昨日は日曜日で、野鳥の日でしたが、一日中2口のネットアクセスが両方ともダウンでした。一昨日は半日停電だったしで、インドらしい日が続いています。
このインドの電気事情はダラムサラが田舎だからこんなだというのではないらしくて、都会の方がひどいようです。
バンガロールでも夕方、電気が必要な頃になると毎日停電していました。
ダラムサラの方がまだましと思いました。

昨日、日本から「モモチェンガ」の監督岩佐一行4名様が到着されました。新作チベット物のキャスチングのためこれから3週間は滞在されます。
コーディネートに付き合うのでブログも途切れがちになるかもです(言い訳)。

ーーー

そこで今回は、ずれ込んでもしぶとく続ける野鳥シリーズその9、南インド・バンガロール編です。

現場では常にカメラを片手に仕事の話の最中でも、気になる鳥の歌声が聞こえるとさっと居なくなったりして、まるでどっちが目的で現場をうろついているのかわからない状態でした。
でも、だいたいは朝日が昇る前後に敷地内をうろついて撮ったものです。
20種以上の初めての鳥に出会いました。

Tree Duck?Tree Duck?
写真をクリック拡大しないとよく見えないカモ。
カモの一種だけど、この子に特徴的な目と口の間にある白い斑があるカモは私の手元にある図鑑の中に見つけることができませんでした。
この二人はカモにしては小さかったしで子ガモと思われます。
カモは子供と大人では姿や色が変わるのが多いので、図鑑にないのだと判断。

広大な敷地にはなだらかな起伏があり、小川が流れていました。そこで、至る所にせき止め湖を造ったのです。
そこには小さな魚が住み始め、それを狙ってカワセミやサギ、カモが寄り付き、水辺を好むセキレイなどの小鳥が集まっていました。
造ったころは野鳥などにはほとんど興味もなくそんなつもりで造ったのでもなかったが、こうなって見れば、おまけなのに「やっぱ計算通り! 鳥がいなきゃ湖/池じゃないよな、、、」と一人で大満足。
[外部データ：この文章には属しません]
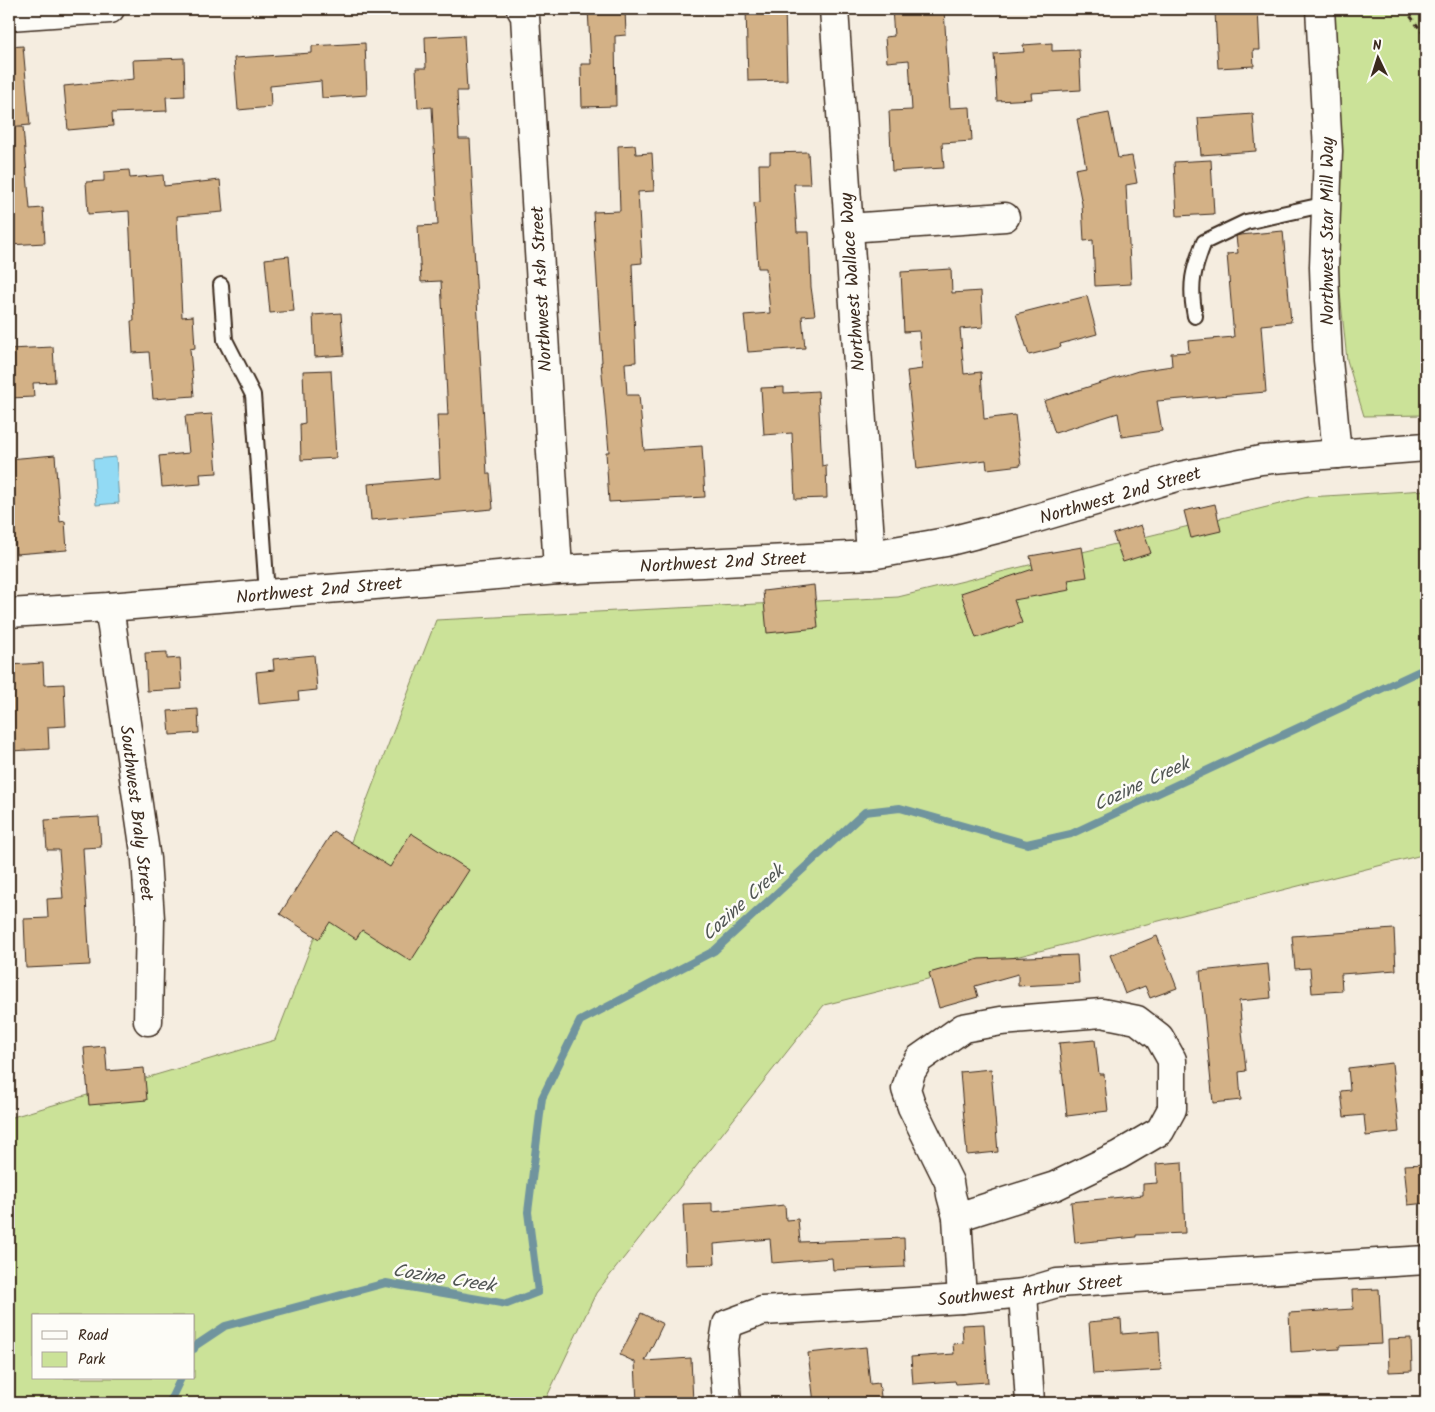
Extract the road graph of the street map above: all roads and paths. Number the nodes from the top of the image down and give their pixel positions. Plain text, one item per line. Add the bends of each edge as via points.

Small Blue Kingfisher 18cmSmall Blue Kingfisher 18cm
もう一種違うカワセミ。
この方が一般的によく見かける種です。
カワセミ、英語で「キングフィッシャー」はインドではある会社の名前として有名です。
この会社はバンガロールのかつての王族が経営し、バンガロール一の大企業です。
ビールで当てて、今ではインド一高級な「キングフィッシャー・エアライン」という航空会社も経営しています。

ーーー

とつまんない話はこのぐらいにして、今日もちょっとだけ、もっとつまんないかもしれない「仏教のような話」の続きを以下、思いつくままに。

「青い鳥」は「幸せの(になる)秘密を知っている」と言い出したのは西洋人だと思うけど、なぜか確かに青い鳥を見かけると一瞬ドキッとする。
追いかけたくなる鳥の一番手です。
その青にも色々あるのですが鳥の羽根の青はすべて抜けるような、つやのある、鮮やかな空色です。
話は飛んで、無上ヨーガ・タントラでは胸の中心に深い黒に近い藍色の種字フームを観想します。これは阿閦如来の象徴で色もその体色に由来します。
もっとも何で阿閦如来の体色が赤でなくて青なのか?については私は無学で知りませんが、おそらく色遊びから来た偶然でしょう。
時代的に密教の初期には大日如来信仰が中心だったので大日如来の体色である白が曼荼羅や胸の中心という時代もあったのです。
だから、必ずしも青が無意識の底の暗喩として最適というわけではない。
何れにせよ密教の色は単なる連想ゲームの印、シンボルでしかなく、背後の意味を味わうことが目的です。
何てことを言うと、「いや直観を重んじる密教においては、この青には深い無意識レベルの意味がある」とかいう人からは馬鹿にされそうですが。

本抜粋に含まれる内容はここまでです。